### Data to process
----------

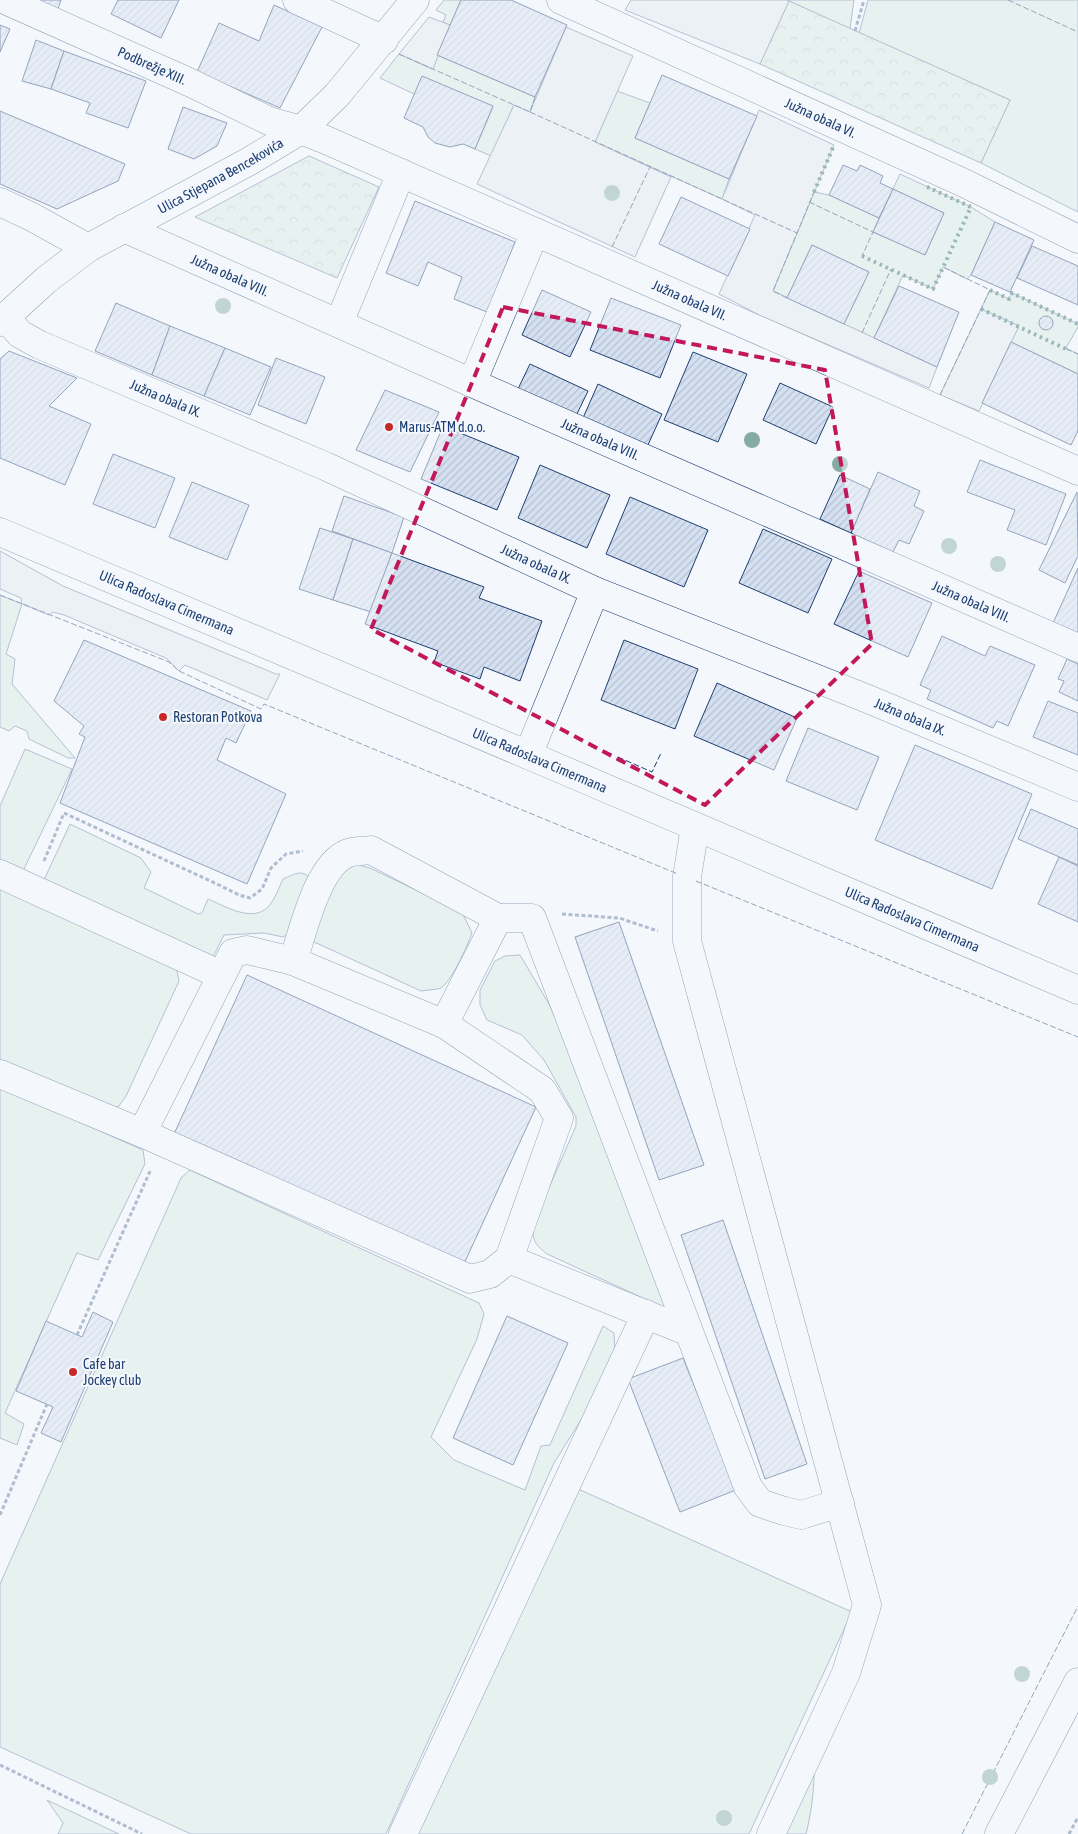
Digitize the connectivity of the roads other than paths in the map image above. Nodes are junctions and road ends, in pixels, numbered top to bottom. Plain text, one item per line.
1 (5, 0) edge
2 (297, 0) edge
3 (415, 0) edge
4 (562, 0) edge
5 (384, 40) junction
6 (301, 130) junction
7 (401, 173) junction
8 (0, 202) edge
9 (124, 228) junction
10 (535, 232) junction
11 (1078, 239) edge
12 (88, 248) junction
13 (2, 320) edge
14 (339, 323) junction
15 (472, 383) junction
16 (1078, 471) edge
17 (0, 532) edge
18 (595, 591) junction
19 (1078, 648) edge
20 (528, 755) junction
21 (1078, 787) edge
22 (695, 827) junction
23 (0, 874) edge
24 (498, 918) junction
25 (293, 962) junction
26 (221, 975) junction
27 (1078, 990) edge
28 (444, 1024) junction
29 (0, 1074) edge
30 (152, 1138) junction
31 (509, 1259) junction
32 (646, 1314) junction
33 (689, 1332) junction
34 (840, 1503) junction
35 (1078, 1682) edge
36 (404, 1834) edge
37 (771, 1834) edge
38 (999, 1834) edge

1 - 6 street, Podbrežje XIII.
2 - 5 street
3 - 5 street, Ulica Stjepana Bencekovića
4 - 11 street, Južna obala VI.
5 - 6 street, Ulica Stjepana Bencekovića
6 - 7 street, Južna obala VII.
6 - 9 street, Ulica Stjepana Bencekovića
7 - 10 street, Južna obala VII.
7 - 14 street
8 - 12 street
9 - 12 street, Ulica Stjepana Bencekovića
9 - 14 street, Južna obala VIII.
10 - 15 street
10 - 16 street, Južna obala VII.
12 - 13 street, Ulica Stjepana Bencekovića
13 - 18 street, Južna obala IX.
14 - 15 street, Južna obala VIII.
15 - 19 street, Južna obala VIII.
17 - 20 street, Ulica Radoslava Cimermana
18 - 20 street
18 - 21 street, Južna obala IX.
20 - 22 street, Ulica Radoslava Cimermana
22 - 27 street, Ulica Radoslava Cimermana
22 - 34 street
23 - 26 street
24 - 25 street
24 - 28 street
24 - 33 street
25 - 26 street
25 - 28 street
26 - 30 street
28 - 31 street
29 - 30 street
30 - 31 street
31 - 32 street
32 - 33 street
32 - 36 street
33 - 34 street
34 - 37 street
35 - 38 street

----------

### About this exercise
Reproduce the lines above letter for letter. The pictures stay behind.

### Response to the task
Digitize the connectivity of the roads other than paths in the map image above. Nodes are junctions and road ends, in pixels, numbered top to bottom. Plain text, one item per line.
1 (5, 0) edge
2 (297, 0) edge
3 (415, 0) edge
4 (562, 0) edge
5 (384, 40) junction
6 (301, 130) junction
7 (401, 173) junction
8 (0, 202) edge
9 (124, 228) junction
10 (535, 232) junction
11 (1078, 239) edge
12 (88, 248) junction
13 (2, 320) edge
14 (339, 323) junction
15 (472, 383) junction
16 (1078, 471) edge
17 (0, 532) edge
18 (595, 591) junction
19 (1078, 648) edge
20 (528, 755) junction
21 (1078, 787) edge
22 (695, 827) junction
23 (0, 874) edge
24 (498, 918) junction
25 (293, 962) junction
26 (221, 975) junction
27 (1078, 990) edge
28 (444, 1024) junction
29 (0, 1074) edge
30 (152, 1138) junction
31 (509, 1259) junction
32 (646, 1314) junction
33 (689, 1332) junction
34 (840, 1503) junction
35 (1078, 1682) edge
36 (404, 1834) edge
37 (771, 1834) edge
38 (999, 1834) edge

1 - 6 street, Podbrežje XIII.
2 - 5 street
3 - 5 street, Ulica Stjepana Bencekovića
4 - 11 street, Južna obala VI.
5 - 6 street, Ulica Stjepana Bencekovića
6 - 7 street, Južna obala VII.
6 - 9 street, Ulica Stjepana Bencekovića
7 - 10 street, Južna obala VII.
7 - 14 street
8 - 12 street
9 - 12 street, Ulica Stjepana Bencekovića
9 - 14 street, Južna obala VIII.
10 - 15 street
10 - 16 street, Južna obala VII.
12 - 13 street, Ulica Stjepana Bencekovića
13 - 18 street, Južna obala IX.
14 - 15 street, Južna obala VIII.
15 - 19 street, Južna obala VIII.
17 - 20 street, Ulica Radoslava Cimermana
18 - 20 street
18 - 21 street, Južna obala IX.
20 - 22 street, Ulica Radoslava Cimermana
22 - 27 street, Ulica Radoslava Cimermana
22 - 34 street
23 - 26 street
24 - 25 street
24 - 28 street
24 - 33 street
25 - 26 street
25 - 28 street
26 - 30 street
28 - 31 street
29 - 30 street
30 - 31 street
31 - 32 street
32 - 33 street
32 - 36 street
33 - 34 street
34 - 37 street
35 - 38 street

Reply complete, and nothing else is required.